Within living memory, astronomers knew of exactly one planetary system: our own. The notion that other stars hosted planets was reasonable but unproven. Then, in 1995, Michel Mayor and Didier Queloz announced 51 Pegasi b — a Jupiter-mass planet whipping around its star in just over four days, a configuration so at odds with theory that it forced a rewrite of how planetary systems were thought to form. The discovery won a Nobel Prize and opened a field that has not slowed since. NASA's catalogue has now passed 6,000 confirmed exoplanets, with thousands more candidates awaiting confirmation. What makes the number remarkable is that almost none of these worlds have ever been seen directly. A planet is a faint object pinned beside a vastly brighter one; finding it is an exercise in inference.

The Doppler wobble

Mayor and Queloz used the radial velocity method. A planet and its star both orbit their common centre of mass, so the star traces a small reflex motion, and as it moves toward and away from us its spectral lines shift slightly blueward then redward.
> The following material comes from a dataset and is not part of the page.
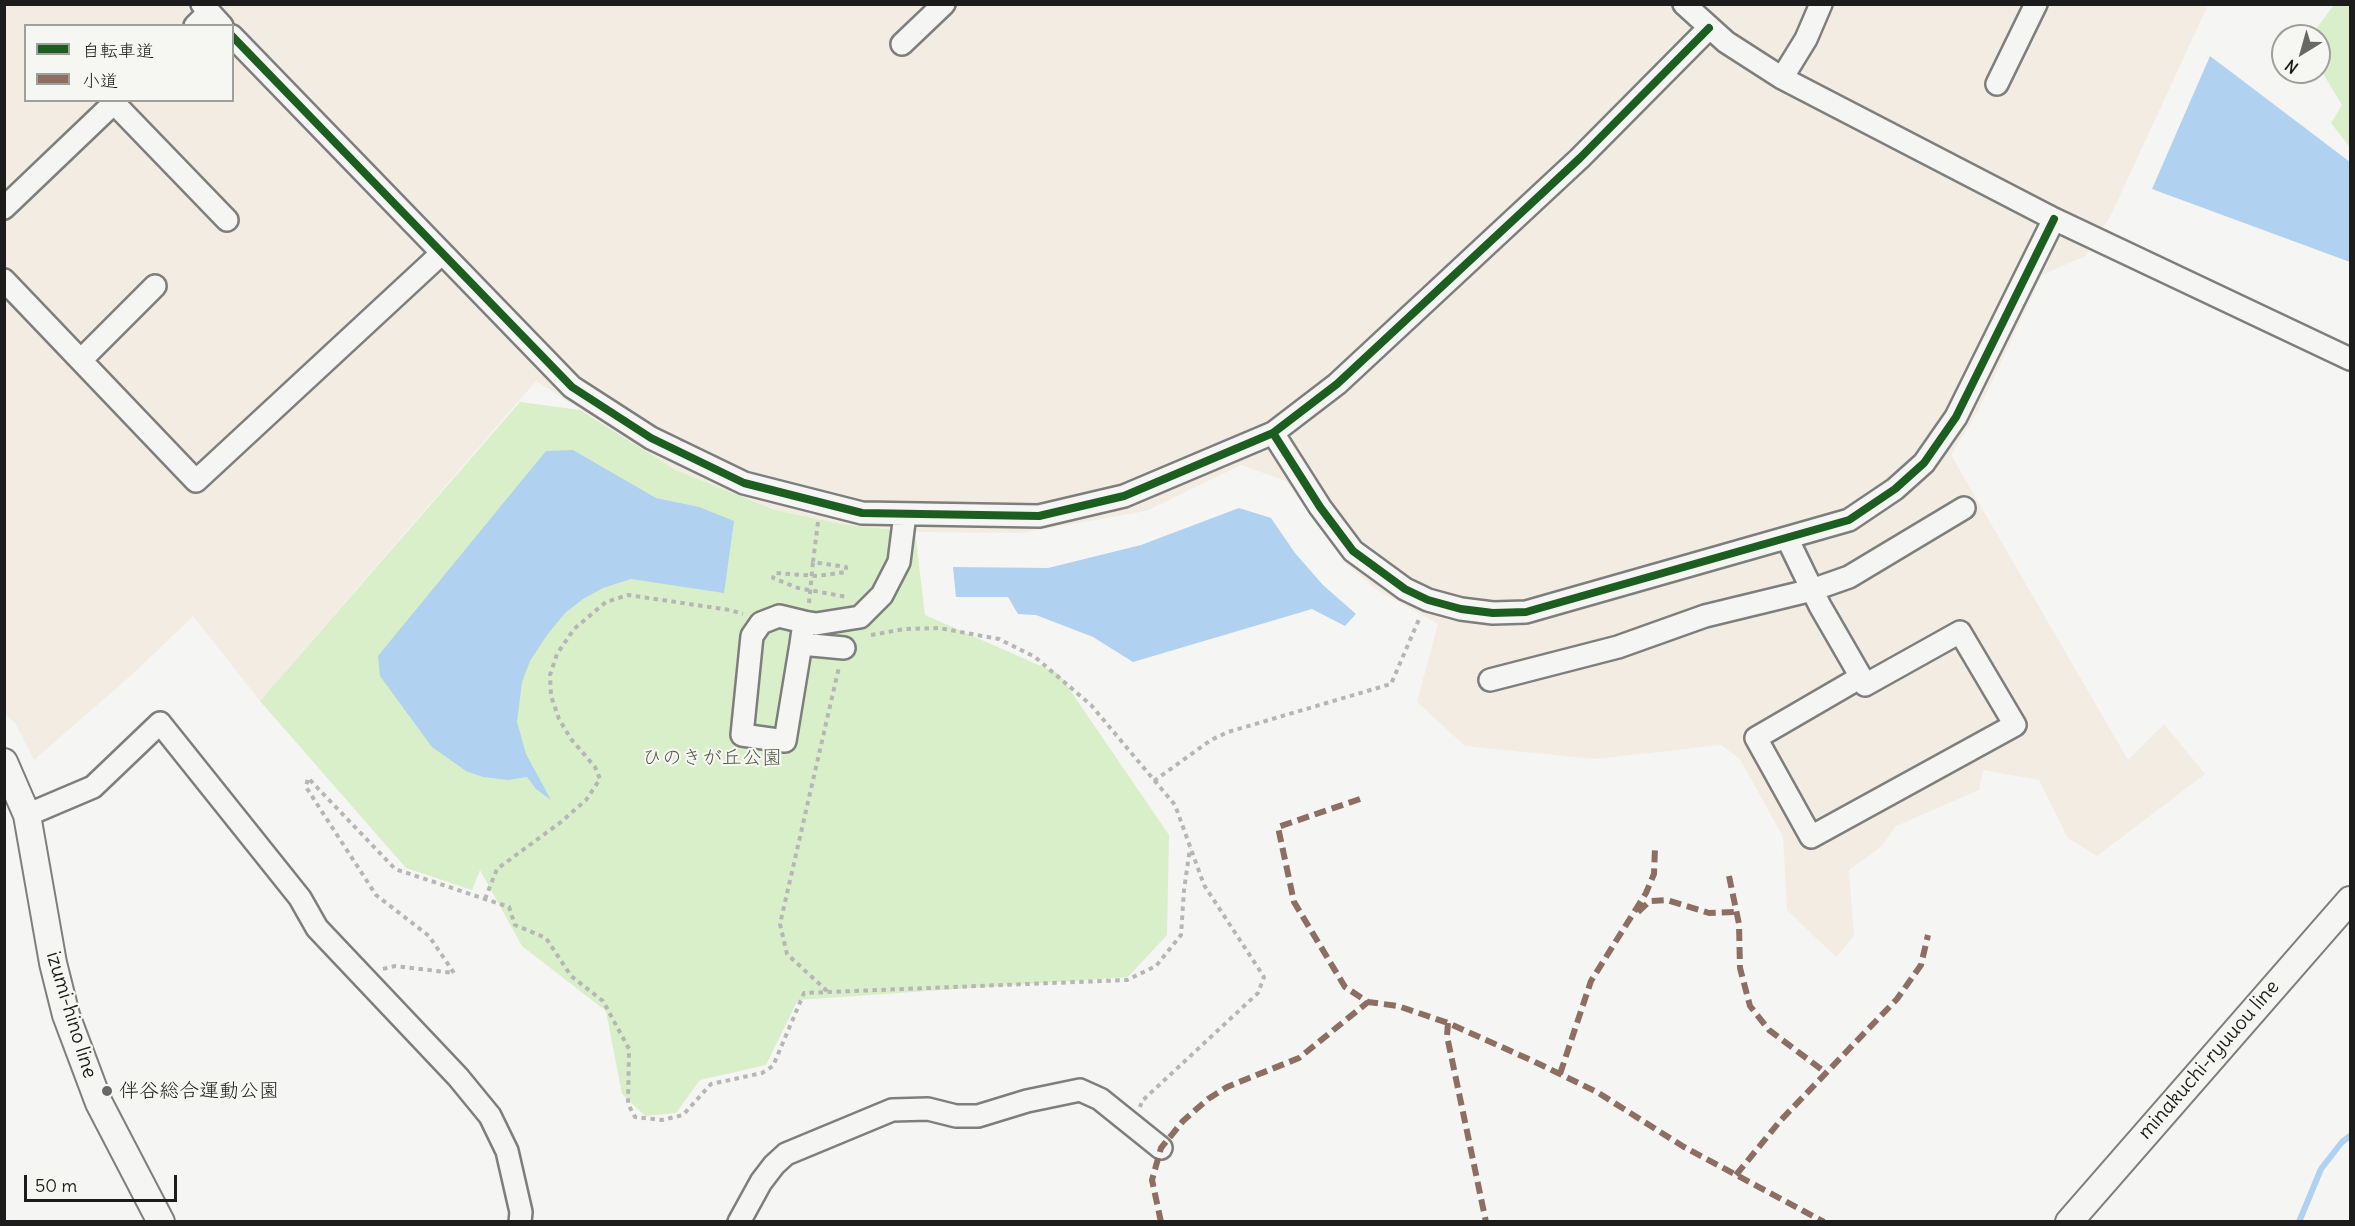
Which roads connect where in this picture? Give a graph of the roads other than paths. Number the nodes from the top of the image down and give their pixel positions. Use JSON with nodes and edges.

Measuring that periodic Doppler shift — in the best modern instruments, to a precision of around a metre per second — reveals the planet's orbital period and a lower bound on its mass. It found the first exoplanets and remains essential for confirming candidates today.

The transit revolution

The technique that turned a trickle into a flood is photometric. When a planet's orbit happens to be edge-on to our line of sight, it occults a fraction of the star's light once per orbit; the depth of that dip gives the planet's radius, and its spacing gives the orbital period. NASA's Kepler mission, which stared at a single patch of sky for years, demonstrated statistically that planets outnumber stars in the galaxy. It alone delivered more than a thousand confirmed planets — a dozen of them less than twice Earth's size and orbiting in their stars' habitable zones — and revealed populations theory had not anticipated, including abundant super-Earths and sub-Neptunes and a curious scarcity of planets at intermediate sizes now called the radius valley. The TESS mission has since extended the survey across nearly the whole sky, prioritising bright, nearby stars whose planets are the easiest to study further.
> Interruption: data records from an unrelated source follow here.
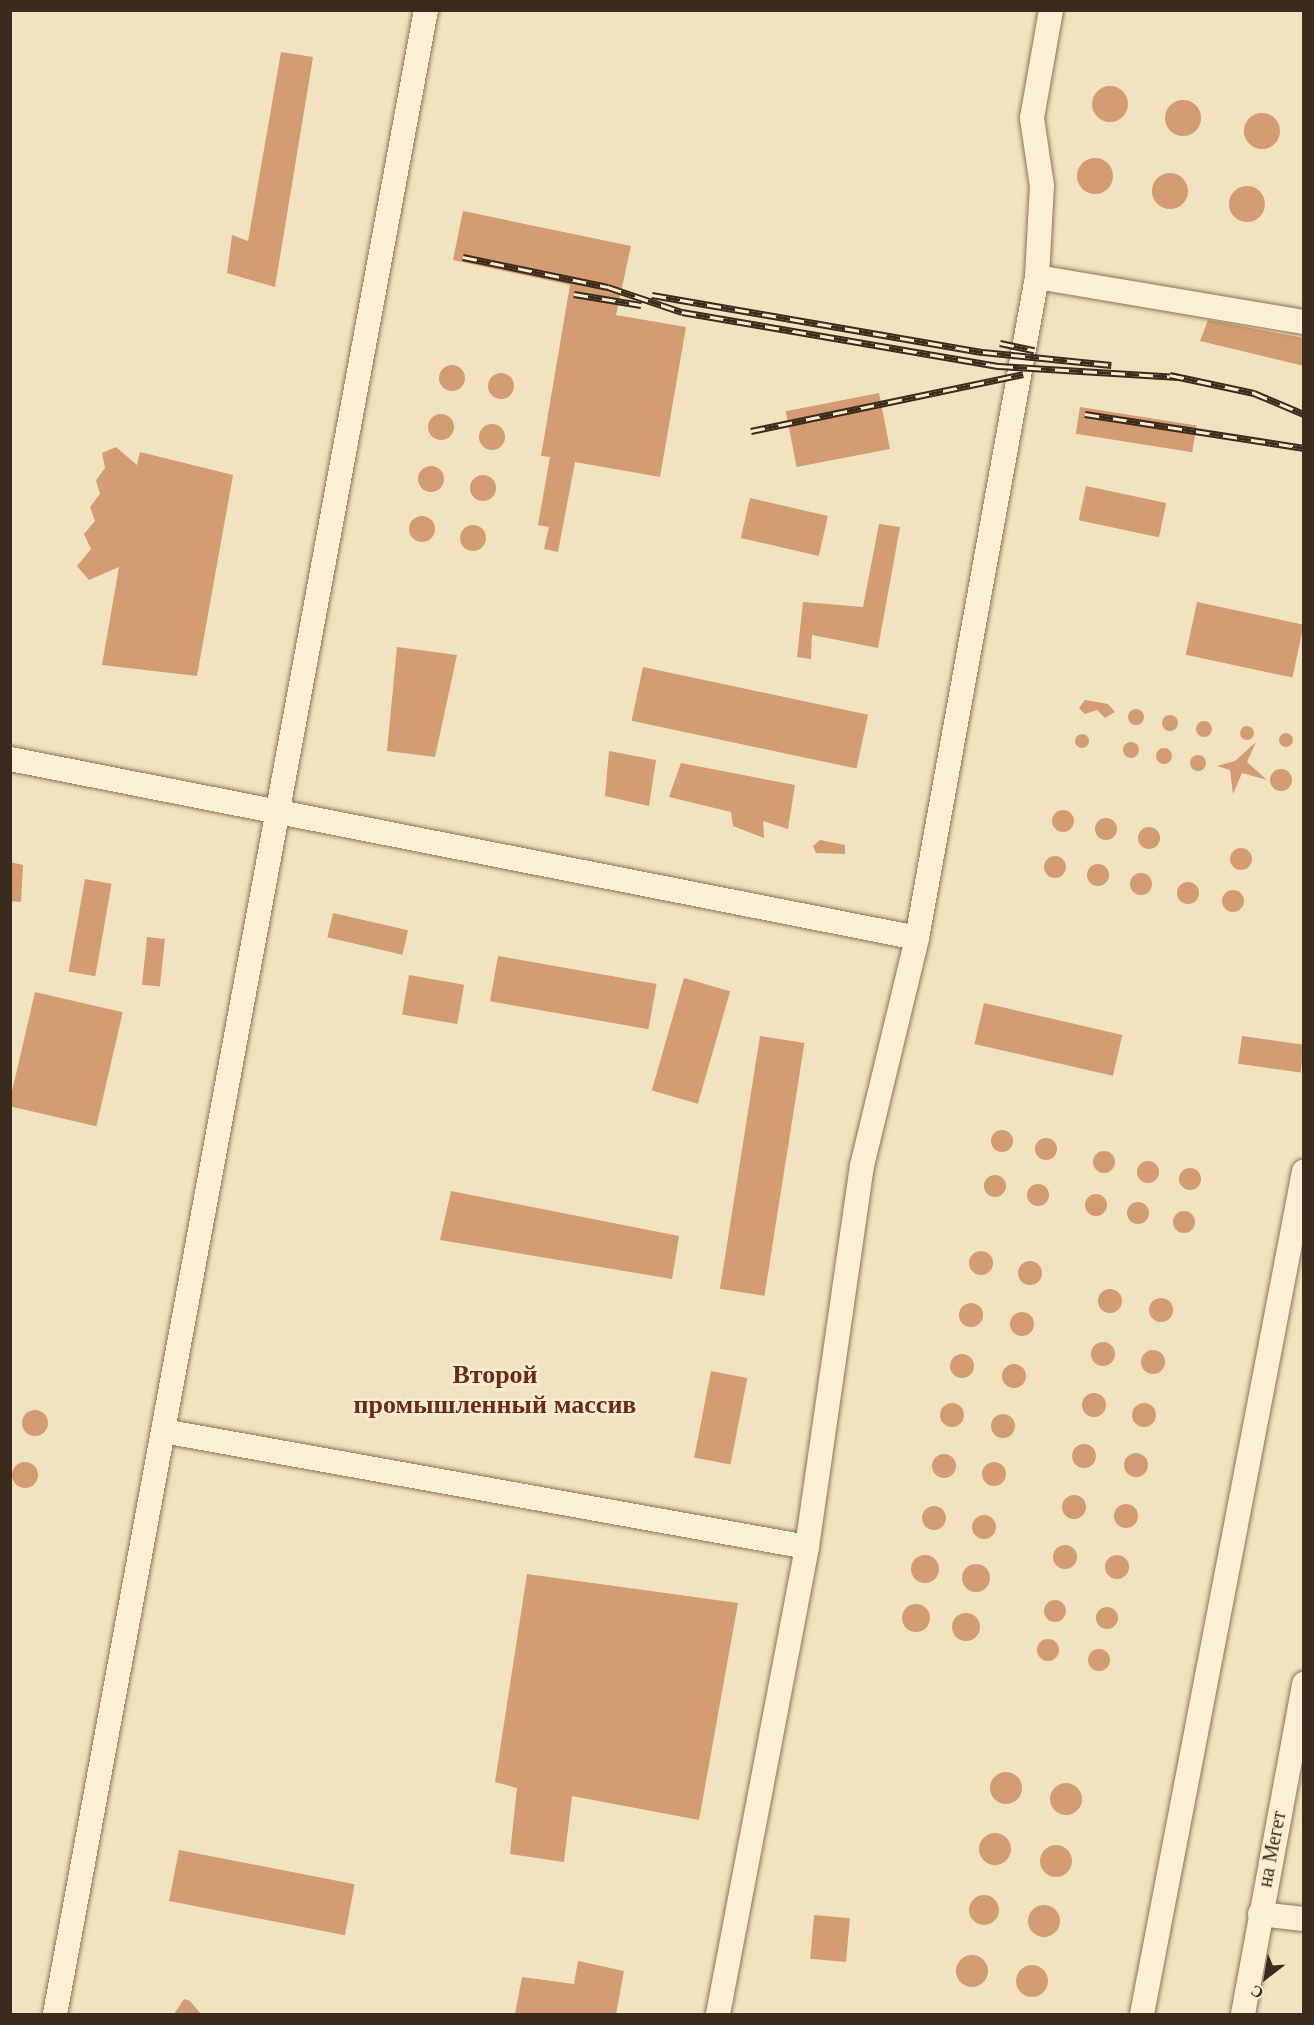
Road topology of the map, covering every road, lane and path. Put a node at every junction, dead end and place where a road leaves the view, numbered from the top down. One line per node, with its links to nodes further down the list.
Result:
1 (426, 10): 6 (street)
2 (1051, 10): 3 (street)
3 (1037, 277): 4 (street); 7 (street)
4 (1304, 322)
5 (10, 759): 6 (street)
6 (276, 810): 7 (street); 9 (street)
7 (917, 938): 10 (street)
8 (1304, 1171): 16 (street)
9 (163, 1431): 10 (street); 14 (street)
10 (807, 1547): 15 (street)
11 (1303, 1689): 12 (street, на Мегет)
12 (1260, 1914): 13 (street); 17 (street, на Мегет)
13 (1304, 1919)
14 (55, 2014)
15 (718, 2014)
16 (1142, 2014)
17 (1243, 2014)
From detection to characterisation

Combining a transit-derived radius with a radial-velocity mass yields a bulk density — the first clue to whether a world is rocky, gaseous, or a volatile-rich hybrid. But the frontier has moved beyond simply counting and weighing planets to interrogating their atmospheres. During a transit, a sliver of starlight passes through the planet's atmosphere on its way to us, and different gases absorb different wavelengths, imprinting absorption features on the spectrum. This transmission spectroscopy, now being carried out by the James Webb Space Telescope, is how the search for habitability is shifting from demographics to chemistry.

The caution that comes with it

A handful of worlds have, in fact, been photographed directly — young, massive planets glowing with their own heat, far enough from their stars that their light can be isolated. But direct imaging of a small, rocky planet beside a Sun-like star remains beyond current optics, and bridging that gap is the explicit goal of the next generation of instruments: the Roman Space Telescope's coronagraph as a technology demonstration, and the proposed Habitable Worlds Observatory designed expressly to image and analyse Earth-like planets. The trajectory of the field is toward seeing these worlds, not merely inferring them.

Here restraint is warranted. The proposed biosignatures — atmospheric oxygen, or chemical disequilibrium between gases such as oxygen and methane that should not coexist without something replenishing them — all have abiotic false positives, processes that can mimic life without any biology involved. Disentangling them demands a signal-to-noise ratio at the very edge of what current instruments can deliver, and any claim of life elsewhere will face years of adversarial scrutiny before it could stand. No second Earth has been confirmed. What has changed, profoundly, is that the question is finally empirical rather than philosophical: we know other worlds are everywhere, in a riot of varieties our own system never hinted at, and for the first time we have the tools to ask, world by world, whether any of them is alive.